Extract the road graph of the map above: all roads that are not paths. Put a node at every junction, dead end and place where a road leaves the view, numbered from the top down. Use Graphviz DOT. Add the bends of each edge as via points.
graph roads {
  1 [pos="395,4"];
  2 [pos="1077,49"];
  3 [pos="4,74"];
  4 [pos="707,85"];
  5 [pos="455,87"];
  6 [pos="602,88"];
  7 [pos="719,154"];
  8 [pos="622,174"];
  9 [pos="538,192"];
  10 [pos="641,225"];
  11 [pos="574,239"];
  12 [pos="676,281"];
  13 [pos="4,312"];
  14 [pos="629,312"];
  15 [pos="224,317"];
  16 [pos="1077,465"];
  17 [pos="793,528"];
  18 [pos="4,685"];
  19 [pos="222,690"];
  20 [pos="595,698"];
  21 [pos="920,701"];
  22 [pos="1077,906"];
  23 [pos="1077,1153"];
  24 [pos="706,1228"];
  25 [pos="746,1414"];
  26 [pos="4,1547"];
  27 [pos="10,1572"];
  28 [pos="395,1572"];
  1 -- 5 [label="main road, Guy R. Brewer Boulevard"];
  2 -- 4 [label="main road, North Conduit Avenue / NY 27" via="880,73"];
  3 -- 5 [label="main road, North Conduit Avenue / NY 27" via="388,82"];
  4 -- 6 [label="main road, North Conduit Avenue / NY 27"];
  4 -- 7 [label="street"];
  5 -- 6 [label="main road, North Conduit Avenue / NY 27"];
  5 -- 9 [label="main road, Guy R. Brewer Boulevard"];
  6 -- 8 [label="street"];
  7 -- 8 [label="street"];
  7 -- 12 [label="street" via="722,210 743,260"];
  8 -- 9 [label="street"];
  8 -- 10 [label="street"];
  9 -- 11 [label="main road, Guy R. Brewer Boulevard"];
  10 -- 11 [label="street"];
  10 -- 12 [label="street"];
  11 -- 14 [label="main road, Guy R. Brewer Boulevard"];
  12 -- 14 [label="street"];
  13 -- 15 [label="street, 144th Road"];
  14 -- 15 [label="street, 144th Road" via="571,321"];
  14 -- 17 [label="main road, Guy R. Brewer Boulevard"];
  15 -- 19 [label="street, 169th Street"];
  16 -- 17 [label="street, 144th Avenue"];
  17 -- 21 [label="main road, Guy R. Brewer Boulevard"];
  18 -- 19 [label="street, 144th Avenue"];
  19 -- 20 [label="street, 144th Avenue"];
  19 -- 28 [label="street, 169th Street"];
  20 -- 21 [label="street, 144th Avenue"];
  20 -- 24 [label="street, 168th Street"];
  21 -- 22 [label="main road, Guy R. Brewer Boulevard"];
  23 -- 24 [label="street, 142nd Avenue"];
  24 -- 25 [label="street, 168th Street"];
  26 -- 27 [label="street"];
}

**Aim of the exercise:** Write out the entries in full, exactly as given.

**Output for this task:**
Extract the road graph of the map above: all roads that are not paths. Put a node at every junction, dead end and place where a road leaves the view, numbered from the top down. Use Graphviz DOT. Add the bends of each edge as via points.
graph roads {
  1 [pos="395,4"];
  2 [pos="1077,49"];
  3 [pos="4,74"];
  4 [pos="707,85"];
  5 [pos="455,87"];
  6 [pos="602,88"];
  7 [pos="719,154"];
  8 [pos="622,174"];
  9 [pos="538,192"];
  10 [pos="641,225"];
  11 [pos="574,239"];
  12 [pos="676,281"];
  13 [pos="4,312"];
  14 [pos="629,312"];
  15 [pos="224,317"];
  16 [pos="1077,465"];
  17 [pos="793,528"];
  18 [pos="4,685"];
  19 [pos="222,690"];
  20 [pos="595,698"];
  21 [pos="920,701"];
  22 [pos="1077,906"];
  23 [pos="1077,1153"];
  24 [pos="706,1228"];
  25 [pos="746,1414"];
  26 [pos="4,1547"];
  27 [pos="10,1572"];
  28 [pos="395,1572"];
  1 -- 5 [label="main road, Guy R. Brewer Boulevard"];
  2 -- 4 [label="main road, North Conduit Avenue / NY 27" via="880,73"];
  3 -- 5 [label="main road, North Conduit Avenue / NY 27" via="388,82"];
  4 -- 6 [label="main road, North Conduit Avenue / NY 27"];
  4 -- 7 [label="street"];
  5 -- 6 [label="main road, North Conduit Avenue / NY 27"];
  5 -- 9 [label="main road, Guy R. Brewer Boulevard"];
  6 -- 8 [label="street"];
  7 -- 8 [label="street"];
  7 -- 12 [label="street" via="722,210 743,260"];
  8 -- 9 [label="street"];
  8 -- 10 [label="street"];
  9 -- 11 [label="main road, Guy R. Brewer Boulevard"];
  10 -- 11 [label="street"];
  10 -- 12 [label="street"];
  11 -- 14 [label="main road, Guy R. Brewer Boulevard"];
  12 -- 14 [label="street"];
  13 -- 15 [label="street, 144th Road"];
  14 -- 15 [label="street, 144th Road" via="571,321"];
  14 -- 17 [label="main road, Guy R. Brewer Boulevard"];
  15 -- 19 [label="street, 169th Street"];
  16 -- 17 [label="street, 144th Avenue"];
  17 -- 21 [label="main road, Guy R. Brewer Boulevard"];
  18 -- 19 [label="street, 144th Avenue"];
  19 -- 20 [label="street, 144th Avenue"];
  19 -- 28 [label="street, 169th Street"];
  20 -- 21 [label="street, 144th Avenue"];
  20 -- 24 [label="street, 168th Street"];
  21 -- 22 [label="main road, Guy R. Brewer Boulevard"];
  23 -- 24 [label="street, 142nd Avenue"];
  24 -- 25 [label="street, 168th Street"];
  26 -- 27 [label="street"];
}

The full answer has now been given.